WHAT IS NEEDED:
What is needed is an exact copy of every entry below, with the pictures left out.

DATA TO USE:
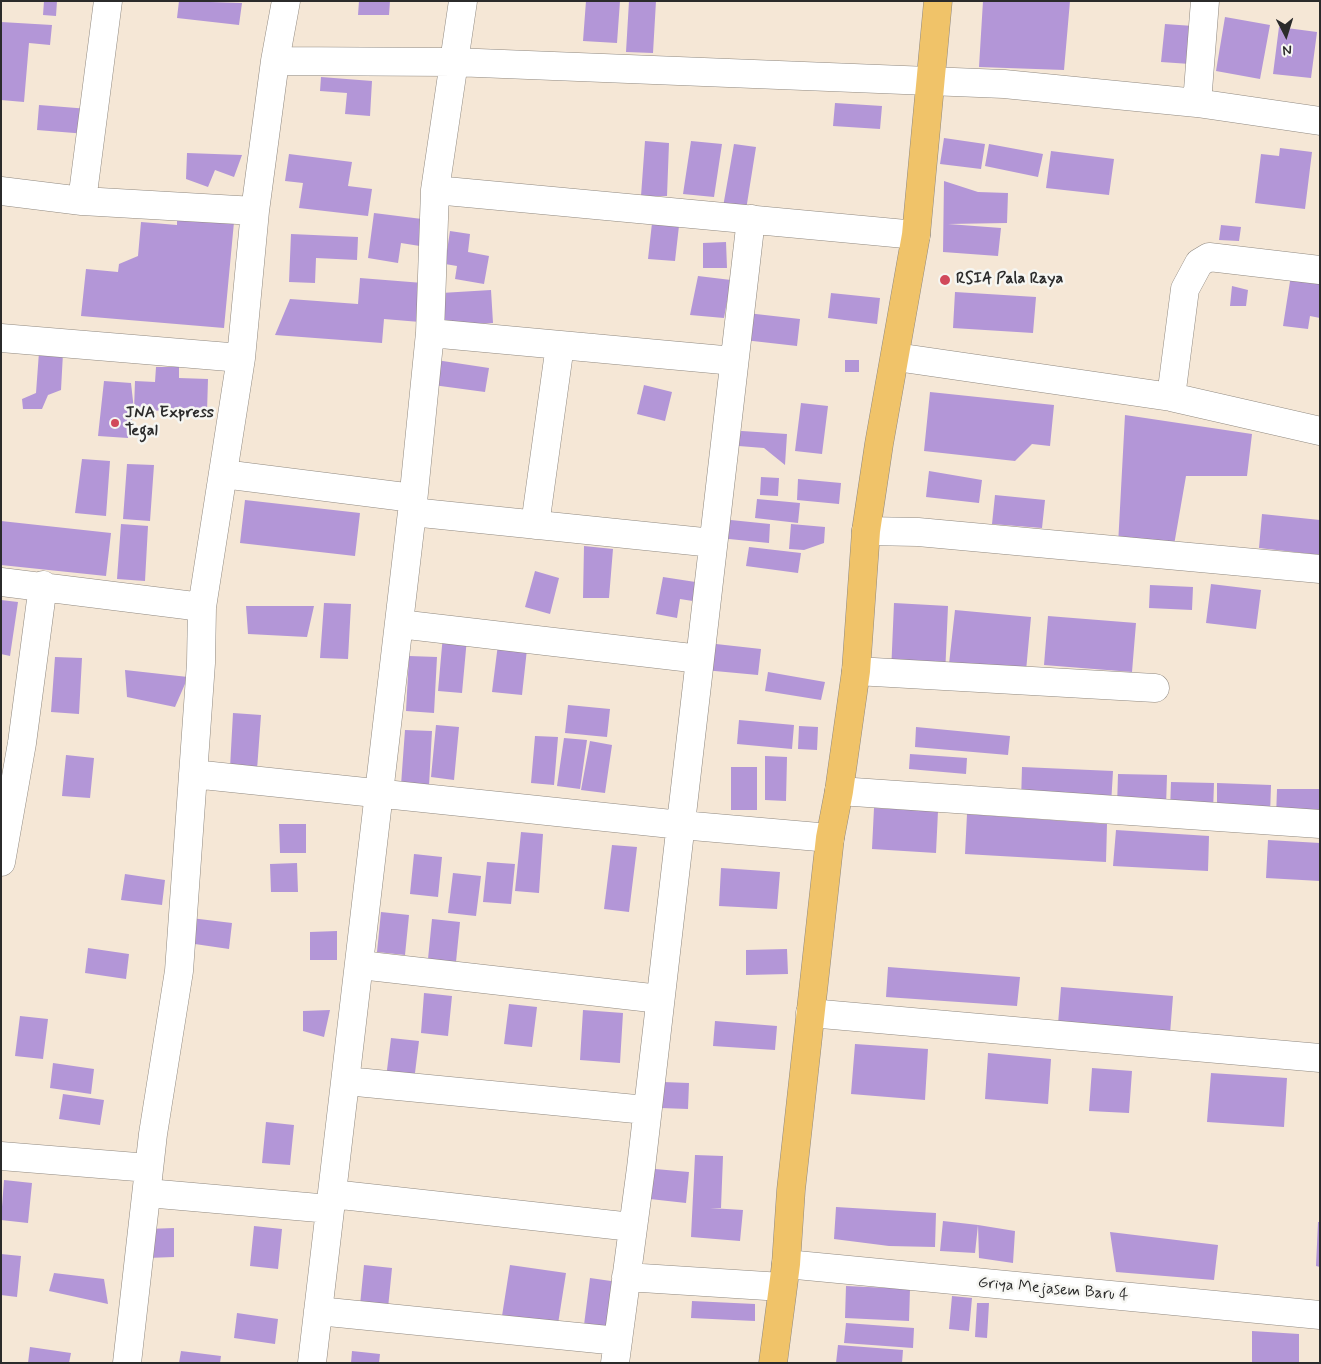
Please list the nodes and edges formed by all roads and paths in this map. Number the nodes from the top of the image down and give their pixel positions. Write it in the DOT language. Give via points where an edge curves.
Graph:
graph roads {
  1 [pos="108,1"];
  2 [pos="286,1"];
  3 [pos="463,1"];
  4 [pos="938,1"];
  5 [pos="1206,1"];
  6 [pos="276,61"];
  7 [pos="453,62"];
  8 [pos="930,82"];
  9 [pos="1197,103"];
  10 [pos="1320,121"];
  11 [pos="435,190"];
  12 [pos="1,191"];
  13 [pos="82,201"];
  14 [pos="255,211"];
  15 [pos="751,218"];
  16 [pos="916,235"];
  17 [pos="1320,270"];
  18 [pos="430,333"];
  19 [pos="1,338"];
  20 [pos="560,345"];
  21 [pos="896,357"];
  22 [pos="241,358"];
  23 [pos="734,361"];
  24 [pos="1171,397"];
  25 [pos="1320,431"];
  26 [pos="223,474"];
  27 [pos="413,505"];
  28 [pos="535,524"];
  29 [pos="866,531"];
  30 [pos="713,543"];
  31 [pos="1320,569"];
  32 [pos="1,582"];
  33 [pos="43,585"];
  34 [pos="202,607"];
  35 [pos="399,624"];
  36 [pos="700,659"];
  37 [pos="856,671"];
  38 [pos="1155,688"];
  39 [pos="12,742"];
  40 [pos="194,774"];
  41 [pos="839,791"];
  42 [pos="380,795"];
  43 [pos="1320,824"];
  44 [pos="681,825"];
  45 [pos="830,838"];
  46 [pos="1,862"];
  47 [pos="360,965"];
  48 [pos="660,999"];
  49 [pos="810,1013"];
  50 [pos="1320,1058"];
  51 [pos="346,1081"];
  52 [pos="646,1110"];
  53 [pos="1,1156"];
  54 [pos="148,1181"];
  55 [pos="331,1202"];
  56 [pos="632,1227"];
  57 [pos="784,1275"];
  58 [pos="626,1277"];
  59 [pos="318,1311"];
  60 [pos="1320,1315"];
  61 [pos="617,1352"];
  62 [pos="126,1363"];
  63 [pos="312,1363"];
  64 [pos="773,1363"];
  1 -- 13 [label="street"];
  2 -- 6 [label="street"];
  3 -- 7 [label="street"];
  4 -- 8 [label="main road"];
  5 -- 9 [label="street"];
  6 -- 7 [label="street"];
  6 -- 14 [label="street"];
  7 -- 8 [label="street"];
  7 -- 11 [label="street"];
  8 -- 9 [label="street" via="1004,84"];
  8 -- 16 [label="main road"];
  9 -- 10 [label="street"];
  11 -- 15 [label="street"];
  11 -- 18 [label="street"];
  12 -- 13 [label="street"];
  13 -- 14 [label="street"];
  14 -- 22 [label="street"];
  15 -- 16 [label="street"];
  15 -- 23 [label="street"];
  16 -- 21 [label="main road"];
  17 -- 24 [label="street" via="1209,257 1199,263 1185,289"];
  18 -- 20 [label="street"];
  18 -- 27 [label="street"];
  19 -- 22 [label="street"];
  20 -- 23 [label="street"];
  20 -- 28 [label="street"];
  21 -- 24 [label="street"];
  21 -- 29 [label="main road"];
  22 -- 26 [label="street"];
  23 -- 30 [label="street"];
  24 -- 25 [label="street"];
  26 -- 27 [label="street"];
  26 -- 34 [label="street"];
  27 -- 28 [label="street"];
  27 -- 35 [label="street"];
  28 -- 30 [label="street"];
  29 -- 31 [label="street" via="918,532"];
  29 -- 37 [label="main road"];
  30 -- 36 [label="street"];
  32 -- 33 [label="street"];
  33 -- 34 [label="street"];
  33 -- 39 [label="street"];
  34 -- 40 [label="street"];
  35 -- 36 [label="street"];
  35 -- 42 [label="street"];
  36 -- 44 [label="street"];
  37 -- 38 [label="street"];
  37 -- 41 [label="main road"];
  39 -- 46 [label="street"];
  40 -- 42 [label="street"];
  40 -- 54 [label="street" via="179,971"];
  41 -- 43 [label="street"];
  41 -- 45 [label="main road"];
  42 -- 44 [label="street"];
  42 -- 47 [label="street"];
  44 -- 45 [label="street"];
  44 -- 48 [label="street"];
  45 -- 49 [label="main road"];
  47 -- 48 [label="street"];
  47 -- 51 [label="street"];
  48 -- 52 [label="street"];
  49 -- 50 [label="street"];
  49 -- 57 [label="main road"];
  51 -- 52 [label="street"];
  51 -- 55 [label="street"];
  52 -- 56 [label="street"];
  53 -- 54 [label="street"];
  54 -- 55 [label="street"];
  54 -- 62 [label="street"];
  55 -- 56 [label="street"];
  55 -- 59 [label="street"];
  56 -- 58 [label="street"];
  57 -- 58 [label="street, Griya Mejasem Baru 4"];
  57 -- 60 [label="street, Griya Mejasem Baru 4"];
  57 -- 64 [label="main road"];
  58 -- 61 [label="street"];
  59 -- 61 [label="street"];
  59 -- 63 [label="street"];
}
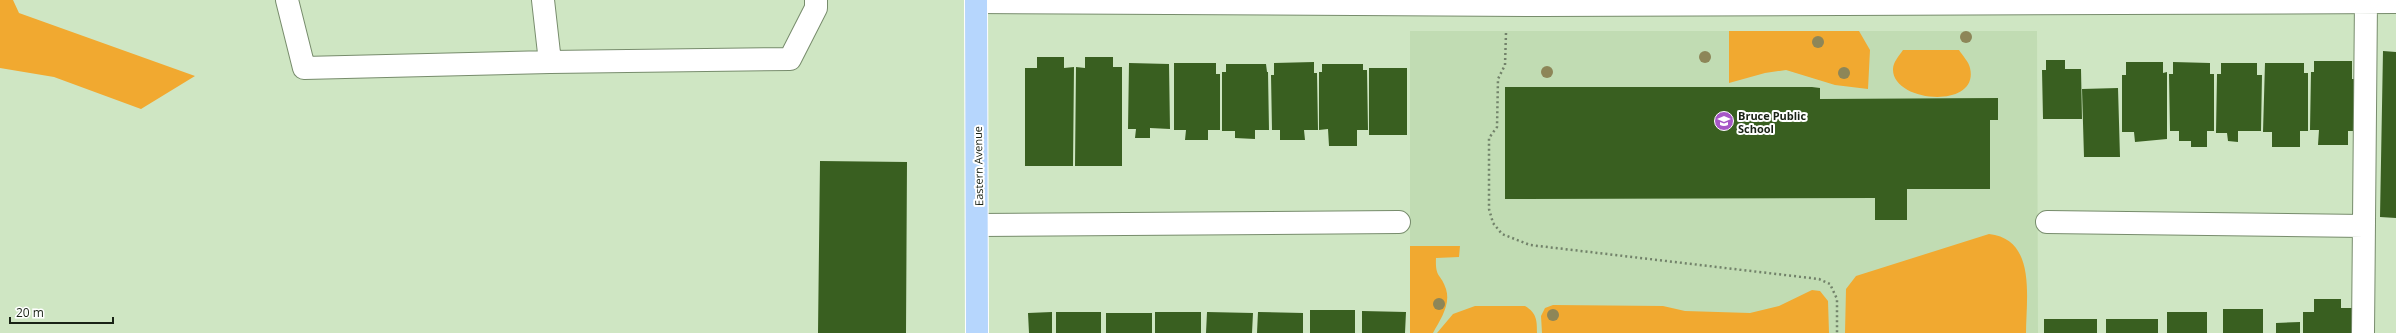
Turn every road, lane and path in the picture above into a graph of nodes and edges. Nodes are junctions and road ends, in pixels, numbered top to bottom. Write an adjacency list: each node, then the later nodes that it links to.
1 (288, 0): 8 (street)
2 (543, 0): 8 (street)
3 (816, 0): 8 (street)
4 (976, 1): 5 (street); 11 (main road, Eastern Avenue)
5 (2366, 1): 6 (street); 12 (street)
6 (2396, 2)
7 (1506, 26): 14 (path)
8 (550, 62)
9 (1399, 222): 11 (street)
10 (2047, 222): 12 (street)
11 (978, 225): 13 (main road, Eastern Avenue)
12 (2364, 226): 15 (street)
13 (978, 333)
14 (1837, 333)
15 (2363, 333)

SOLUTION TO THIS EXERCISE:
Please list the nodes and edges formed by all roads and paths in this map. Number the nodes from the top of the image down and give their pixel positions. Write it in the DOT language. Give via points where an edge curves.
Graph:
graph roads {
  1 [pos="108,1"];
  2 [pos="286,1"];
  3 [pos="463,1"];
  4 [pos="938,1"];
  5 [pos="1206,1"];
  6 [pos="276,61"];
  7 [pos="453,62"];
  8 [pos="930,82"];
  9 [pos="1197,103"];
  10 [pos="1320,121"];
  11 [pos="435,190"];
  12 [pos="1,191"];
  13 [pos="82,201"];
  14 [pos="255,211"];
  15 [pos="751,218"];
  16 [pos="916,235"];
  17 [pos="1320,270"];
  18 [pos="430,333"];
  19 [pos="1,338"];
  20 [pos="560,345"];
  21 [pos="896,357"];
  22 [pos="241,358"];
  23 [pos="734,361"];
  24 [pos="1171,397"];
  25 [pos="1320,431"];
  26 [pos="223,474"];
  27 [pos="413,505"];
  28 [pos="535,524"];
  29 [pos="866,531"];
  30 [pos="713,543"];
  31 [pos="1320,569"];
  32 [pos="1,582"];
  33 [pos="43,585"];
  34 [pos="202,607"];
  35 [pos="399,624"];
  36 [pos="700,659"];
  37 [pos="856,671"];
  38 [pos="1155,688"];
  39 [pos="12,742"];
  40 [pos="194,774"];
  41 [pos="839,791"];
  42 [pos="380,795"];
  43 [pos="1320,824"];
  44 [pos="681,825"];
  45 [pos="830,838"];
  46 [pos="1,862"];
  47 [pos="360,965"];
  48 [pos="660,999"];
  49 [pos="810,1013"];
  50 [pos="1320,1058"];
  51 [pos="346,1081"];
  52 [pos="646,1110"];
  53 [pos="1,1156"];
  54 [pos="148,1181"];
  55 [pos="331,1202"];
  56 [pos="632,1227"];
  57 [pos="784,1275"];
  58 [pos="626,1277"];
  59 [pos="318,1311"];
  60 [pos="1320,1315"];
  61 [pos="617,1352"];
  62 [pos="126,1363"];
  63 [pos="312,1363"];
  64 [pos="773,1363"];
  1 -- 13 [label="street"];
  2 -- 6 [label="street"];
  3 -- 7 [label="street"];
  4 -- 8 [label="main road"];
  5 -- 9 [label="street"];
  6 -- 7 [label="street"];
  6 -- 14 [label="street"];
  7 -- 8 [label="street"];
  7 -- 11 [label="street"];
  8 -- 9 [label="street" via="1004,84"];
  8 -- 16 [label="main road"];
  9 -- 10 [label="street"];
  11 -- 15 [label="street"];
  11 -- 18 [label="street"];
  12 -- 13 [label="street"];
  13 -- 14 [label="street"];
  14 -- 22 [label="street"];
  15 -- 16 [label="street"];
  15 -- 23 [label="street"];
  16 -- 21 [label="main road"];
  17 -- 24 [label="street" via="1209,257 1199,263 1185,289"];
  18 -- 20 [label="street"];
  18 -- 27 [label="street"];
  19 -- 22 [label="street"];
  20 -- 23 [label="street"];
  20 -- 28 [label="street"];
  21 -- 24 [label="street"];
  21 -- 29 [label="main road"];
  22 -- 26 [label="street"];
  23 -- 30 [label="street"];
  24 -- 25 [label="street"];
  26 -- 27 [label="street"];
  26 -- 34 [label="street"];
  27 -- 28 [label="street"];
  27 -- 35 [label="street"];
  28 -- 30 [label="street"];
  29 -- 31 [label="street" via="918,532"];
  29 -- 37 [label="main road"];
  30 -- 36 [label="street"];
  32 -- 33 [label="street"];
  33 -- 34 [label="street"];
  33 -- 39 [label="street"];
  34 -- 40 [label="street"];
  35 -- 36 [label="street"];
  35 -- 42 [label="street"];
  36 -- 44 [label="street"];
  37 -- 38 [label="street"];
  37 -- 41 [label="main road"];
  39 -- 46 [label="street"];
  40 -- 42 [label="street"];
  40 -- 54 [label="street" via="179,971"];
  41 -- 43 [label="street"];
  41 -- 45 [label="main road"];
  42 -- 44 [label="street"];
  42 -- 47 [label="street"];
  44 -- 45 [label="street"];
  44 -- 48 [label="street"];
  45 -- 49 [label="main road"];
  47 -- 48 [label="street"];
  47 -- 51 [label="street"];
  48 -- 52 [label="street"];
  49 -- 50 [label="street"];
  49 -- 57 [label="main road"];
  51 -- 52 [label="street"];
  51 -- 55 [label="street"];
  52 -- 56 [label="street"];
  53 -- 54 [label="street"];
  54 -- 55 [label="street"];
  54 -- 62 [label="street"];
  55 -- 56 [label="street"];
  55 -- 59 [label="street"];
  56 -- 58 [label="street"];
  57 -- 58 [label="street, Griya Mejasem Baru 4"];
  57 -- 60 [label="street, Griya Mejasem Baru 4"];
  57 -- 64 [label="main road"];
  58 -- 61 [label="street"];
  59 -- 61 [label="street"];
  59 -- 63 [label="street"];
}
Turn every road, lane and path in the picture above into a graph of nodes and edges. Nodes are junctions and road ends, in pixels, numbered top to bottom. Write an adjacency list: each node, then the later nodes that it links to.
1 (288, 0): 8 (street)
2 (543, 0): 8 (street)
3 (816, 0): 8 (street)
4 (976, 1): 5 (street); 11 (main road, Eastern Avenue)
5 (2366, 1): 6 (street); 12 (street)
6 (2396, 2)
7 (1506, 26): 14 (path)
8 (550, 62)
9 (1399, 222): 11 (street)
10 (2047, 222): 12 (street)
11 (978, 225): 13 (main road, Eastern Avenue)
12 (2364, 226): 15 (street)
13 (978, 333)
14 (1837, 333)
15 (2363, 333)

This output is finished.